The second wavelength converting material 40 is typically arranged to receive light emitted from the first light source 10 as well as light emitted from the second light source 20, and is capable of converting light of the first wavelength range and light of the second wavelength range into light having an emission peak within a fourth wavelength range, which may be ranging between 590 and 630 nm. The second wavelength converting material 40 may also be arranged to receive light emitted from the first wavelength converting material 30, and optionally, be capable of converting this light, typically having an emission peak within the third wavelength range mentioned above, into light having an emission peak within the fourth wavelength range. Typically, the light having an emission peak within the fourth wavelength range appears red or orange to the human eye.

Preferably, a wavelength converting member comprising the second wavelength converting material 40 is translucent at least to light having an emission peak within the fourth wavelength range. However, preferably, the wavelength converting member comprising the second wavelength converting material 40 may also transmit a portion of the light of the first wavelength range, the light of the second wavelength range and light having an emission peak within the third wavelength range.

A wavelength converting member may have any suitable shape. For example, each of the first and/or the second wavelength converting member 51, 53 may independently be a sheet, a film, a plate, a dome, and a film. A wavelength converting member may have any suitable shape and dimensions.

In embodiments of the invention using a wavelength converting member, at least one wavelength converting material may be comprised within the wavelength converting member.

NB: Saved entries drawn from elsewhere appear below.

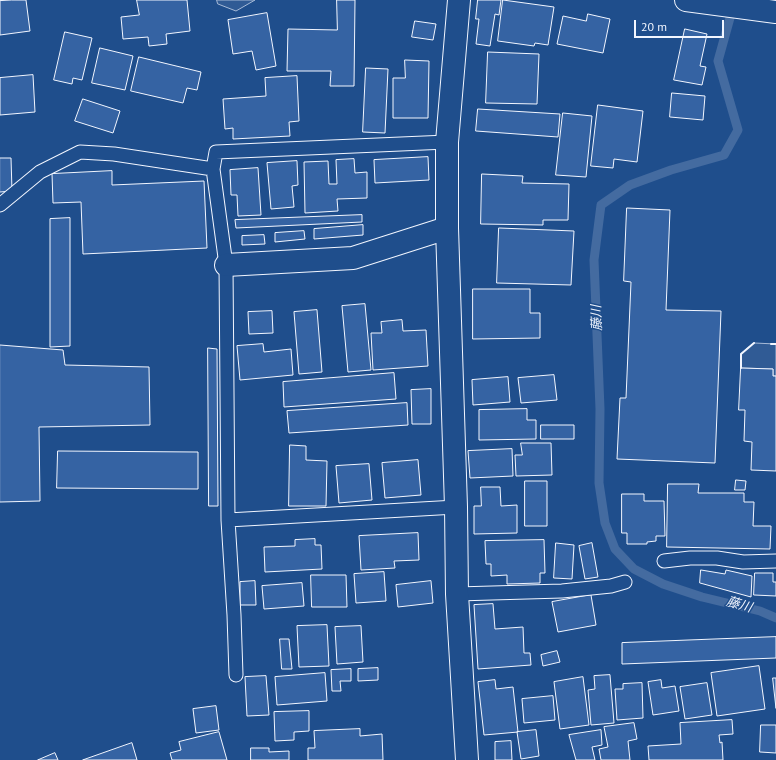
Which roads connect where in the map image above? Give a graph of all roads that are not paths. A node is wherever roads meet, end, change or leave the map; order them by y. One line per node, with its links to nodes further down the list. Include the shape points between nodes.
1 (459, 0): 4 (street)
2 (686, 0): 3 (street)
3 (776, 12)
4 (447, 142): 5 (lane, via 216,152); 7 (street)
5 (213, 169): 6 (lane, via 114,154 80,152 40,172); 8 (lane)
6 (0, 205)
7 (448, 228): 8 (street, via 353,258); 9 (street)
8 (226, 266): 10 (lane)
9 (456, 507): 10 (lane); 14 (street)
10 (228, 520): 15 (lane)
11 (664, 561): 12 (lane, via 717,558 743,562)
12 (776, 561)
13 (625, 582): 14 (lane, via 562,591)
14 (457, 594): 16 (street)
15 (236, 675)
16 (467, 760)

Alternatively, one or more wavelength converting material(s) may be applied (e.g., coated) on the wavelength converting member to form one or more layers. In both the former case and the latter case, the wavelength converting member is considered to comprise the wavelength converting material.

In some embodiments, the first light source comprises a plurality of light sources arranged in a first set, and the second light source comprises a plurality of light sources arranged in a second set, said first set and said second set may be arranged in series or in parallel. In a dimmable light emitting arrangement according to said embodiments, the current through the first light source, e.g. the first set, may be different from the current through the second light source, e.g. the second set. Both the current through the first light source and the current through the second light source may be varied over time.

In the following embodiments, the first and second light sources and the first and second wavelength converting materials may be as described above unless expressly stated otherwise.

In FIG. 2, a dimmable light emitting arrangement 200 comprising first light sources 10a, 10b, second light sources 20a, 20b, a first wavelength converting material 30 and a second wavelength converting material 40, is shown. In this embodiment, the first light source and the second light source each comprise a plurality of two light sources. The first light source here comprises LED 10a and LED 10b. The second light source comprises LED 20a and LED 20b. Remotely from each of the first light sources 10a, 10b, two respective wavelength converting members 51a, 51b, are arranged, each comprising the first wavelength converting material 30, to receive convert light of the first wavelength range into light having an emission peak within the third wavelength range. Preferably, the wavelength converting members 51a, 51b comprising the first wavelength converting material 30 are translucent at least to light of the third wavelength range. However, preferably, the wavelength converting members 51a, 51b may also transmit a portion of the light of the first wavelength range.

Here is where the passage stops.